No es de extrañar que la guerra civil y el exilio contribuyeran a consolidar en él estas convicciones salvadoras. Y de una de las fases más delicadas de ese proceso viene a dar testimonio este Diario del Nuevo Mundo que se conservaba en los archivos de Larrea custodiados por su albacea, Alejandro Finisterre, y que ha editado el hispanista Gabriele Morelli. Escrito, con algunas discontinuidades, entre abril de 1940 y agosto de 1947, se corresponde, en efecto, con los años de estrecheces económicas y dificultades familiares que Larrea y su familia vivieron en México antes de la traumática separación del matrimonio y el traslado del escritor a Nueva York. Hubiera podido esperarse que estas páginas dieran cuenta del caudal de dolor humano que cabe atribuir a esas circunstancias. Pero, por el contrario, lo que el autor hace, en la estela de sus escritos parisinos, es consignar muy escuetamente los hechos más dolorosos -las enfermedades, por ejemplo, que se ceban en el propio Larrea, en su hijo y en su mujer-, a la vez que se sobredimensionan otros de apariencia nimia -la pérdida de una estilográfica, por ejemplo-, para convertir unos y otros en meros acicates del relato de una transformación personal de resonancias místicas. La nueva tierra de promisión, llamada a sustituir a la Europa destruida por la guerra y el agotamiento de sus energías creativas, viene a ser también el símbolo de una nueva fase en el desarrollo de la humanidad, una prometida "edad del espíritu" en la que el hombre cobrará conciencia de que a través de sus hechos y percepciones opera una redescubierta conciencia universal, que es también -dice Larrea en 1945, cuando su discurso ha alcanzado ya un notable grado de elaboración- "el proceso de transformación de lo humano desde la actitud pasiva de la criatura a la activa del creador".

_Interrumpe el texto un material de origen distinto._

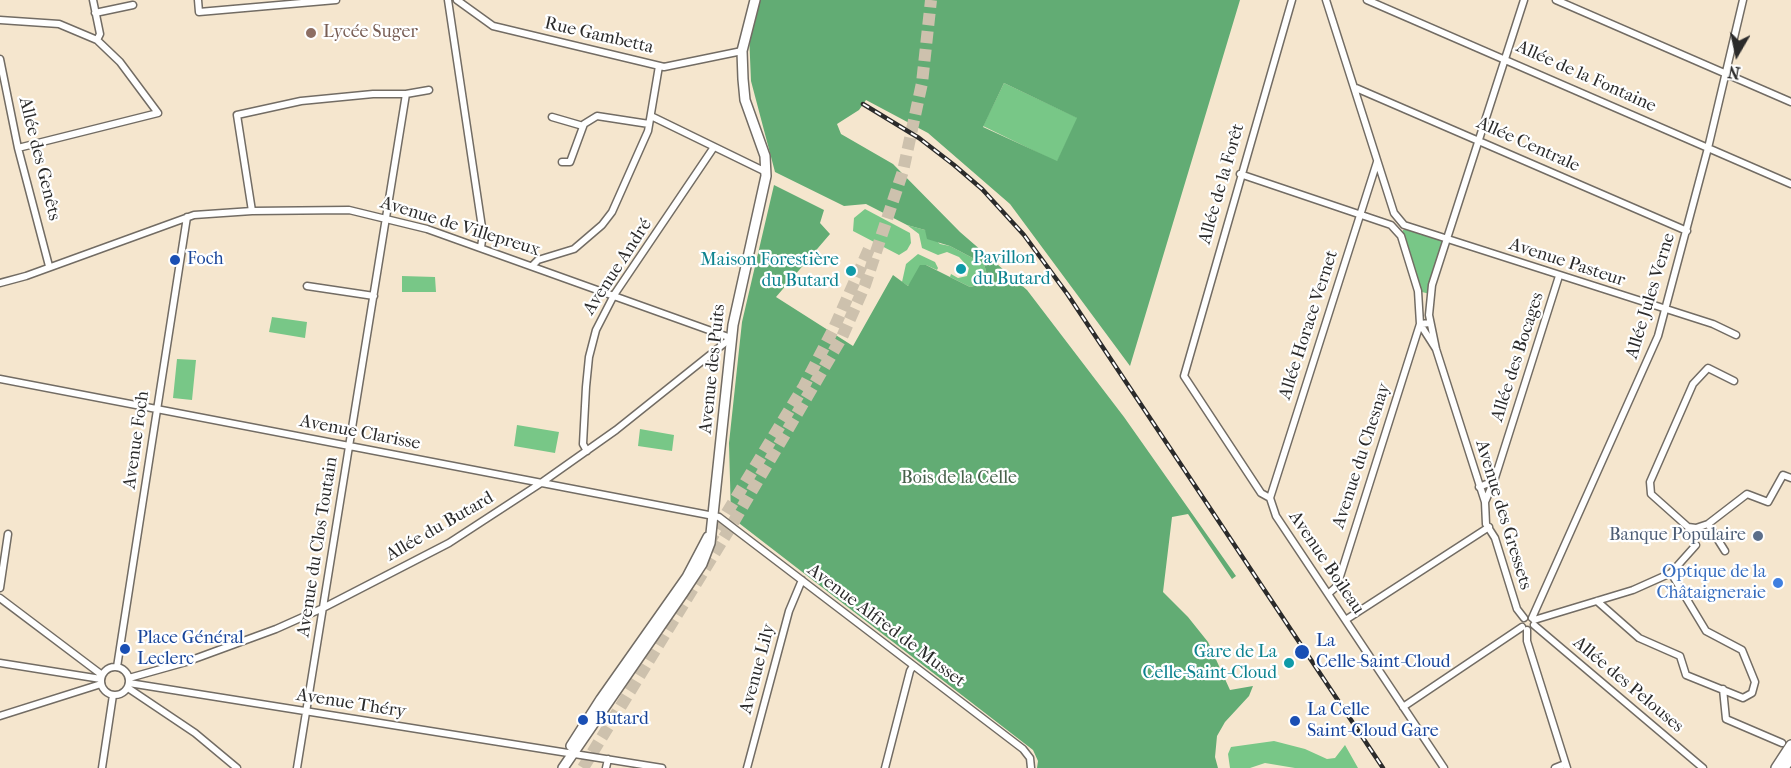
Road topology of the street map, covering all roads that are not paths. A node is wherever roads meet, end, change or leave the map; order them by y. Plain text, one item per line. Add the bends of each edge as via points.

Lo verdaderamente original de estas formulaciones es que suponen una incorporación al pensamiento español de ideas y principios que había ejercido una benéfica influencia sobre la civilización europea siglo y medio antes. En ellas se condensa la doctrina romántica de la imaginación creadora, tal como la entendieron místicos como Blake y contemplativos como Wordsworth, amén de revolucionarios como Shelley. A propósito de este último, por cierto, hay que señalar que, aunque estos diarios son más bien parcos en declaraciones políticas -apenas hay alguna alusión a las amenazas totalitarias que representan tanto el nazismo como el comunismo-, sí se percibe en ellos la certidumbre de que esa "edad del espíritu" en ciernes va unida al triunfo de las democracias sobre los totalitarismos; con la curiosa paradoja de que el gran líder de la coalición de potencias democráticas, el presidente Roosevelt, murió antes de asistir a esa victoria; y que, al igual que al Moisés bíblico, la tierra prometida le fue negada, quizá, por haber incurrido en un imperdonable pecado nefando, que no fue otro que el cometido "contra la democracia en el caso de España". Es significativo también que, en la aparente arbitrariedad con la que el autor destaca unos hechos sobre otros, le afecte profundamente la recepción del reloj que quiso legarle la militante antifascista Alicia Rühle antes de suicidarse. La llegada a sus manos de ese simbólico reloj se convierte para Larrea en una muestra del modo de operar de esa "conciencia" sobrehumana que opera a través de las acciones particulares de los individuos.

Tal es el mundo mental que refleja este fascinante "diario" de Larrea apenas concebido como tal; y que, sin embargo, podemos pronosticar que pasará a ocupar un destacado lugar en el todavía dudoso canon del género en castellano. También en esto su incomprendido autor abrió camino.